Llevada al extremo, la crítica destructiva consistiría en destruir físicamente la obra. Un paso más allá (más allá del extremo, si eso es posible), el crítico destruiría también al artista. Lo eliminaría. Lo mataría. Solbel, una organización —de tres personas— dedicada a la belleza (su nombre es, con unas sílabas menos, “soldados de la belleza”), ejerce esta forma extrema de crítica artística: el grupo alrededor del cual gira Confesiones de un burgués terrorista se dedica a destruir obras y matar a los artistas que considera mediocres.

Hasta ahí, la cosa pinta bien. Pero parece que hay escritores a los que les cuesta mucho contar una historia. “Voy a contar cómo un artista se convirtió en terrorista, pero por qué no salpicar la historia con descripciones de un país ficticio demasiado parecido al mío y filosofías de bolsillo y digresiones sobre lo divino y lo humano”, parece decirse en este caso el autor, haciendo eco de lo que parecen decirse tantos autores que se sientan a escribir una historia y terminan escribiendo… bueno, una historia, pero llena de pasajes que parecen más dedicados a mostrarnos lo que han aprendido de la vida que a echar bien el cuento. Que esas digresiones sirven para hacer el perfil del protagonista, podrán decir. Pues sí, pero el protagonista se pinta a sí mismo como un líder, por ejemplo, y por estar diciéndolo se le olvida demostrarlo con hechos. Ya sabemos que los actos valen más que las palabras: esto es tan cierto en la vida como en la literatura, para la que se ha resumido en consejos de escritura que no voy a repetir acá porque ya los conocemos de memoria.

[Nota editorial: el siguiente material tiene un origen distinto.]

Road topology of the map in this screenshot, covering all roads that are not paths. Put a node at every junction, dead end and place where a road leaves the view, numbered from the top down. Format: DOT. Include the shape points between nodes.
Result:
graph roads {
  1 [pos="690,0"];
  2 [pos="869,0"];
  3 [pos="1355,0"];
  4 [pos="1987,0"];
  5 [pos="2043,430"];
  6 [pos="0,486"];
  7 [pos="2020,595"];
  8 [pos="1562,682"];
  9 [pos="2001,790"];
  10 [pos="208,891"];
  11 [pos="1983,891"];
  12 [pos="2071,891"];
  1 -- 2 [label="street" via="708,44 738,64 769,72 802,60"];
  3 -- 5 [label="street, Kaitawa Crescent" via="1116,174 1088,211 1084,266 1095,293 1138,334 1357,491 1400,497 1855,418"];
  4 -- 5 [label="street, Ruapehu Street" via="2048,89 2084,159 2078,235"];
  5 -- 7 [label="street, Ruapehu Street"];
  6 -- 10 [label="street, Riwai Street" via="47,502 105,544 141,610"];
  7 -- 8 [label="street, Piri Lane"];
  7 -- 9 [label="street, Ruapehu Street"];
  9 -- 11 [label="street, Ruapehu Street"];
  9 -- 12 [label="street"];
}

Esa necesidad de decir las cosas le resta fuerza a la historia. Es como si no funcionara por sí sola, por lo que el narrador se siente obligado a explicarnos lo que cuenta, como para decir, “¿vieron que todo pasa por un motivo?”. En un momento, por ejemplo, le da por resumir la mitad de la novela: “Todo encajaba como las piezas de un rompecabezas. Nuestro encuentro en la universidad, la profesión de cada uno de nosotros, mi fama, los años de banalidad, mi choque con la hediondez de Otero Sánchez, el ciclo de la ventana, la inundación del vecino, el nuevo ventanal y el muñón interpuesto entre el mundo y mi creatividad, dejado allí por una mano invisible para que descifráramos el sentido de nuestro destino. El muñón era un símbolo y nuestra sabiduría estribaba en reconocerlo e interpretarlo.”

Retomemos: puede que las divagaciones del protagonista fueran necesarias para hacernos entender cómo un artista exitoso termina transformándose en un terrorista del arte. Pero resulta que esas divagaciones suenan comunes, carecen del brillo de excepcionalidad o de locura que uno esperaría de un personaje que se dedica a destruir obras y matar artistas. Al final, también hacen que uno se pregunte qué habrían pensado los protagonistas, críticos extremos y extremistas, de la novela. Y me temo que la respuesta nos llevaría a hablar otra vez de crítica destructiva.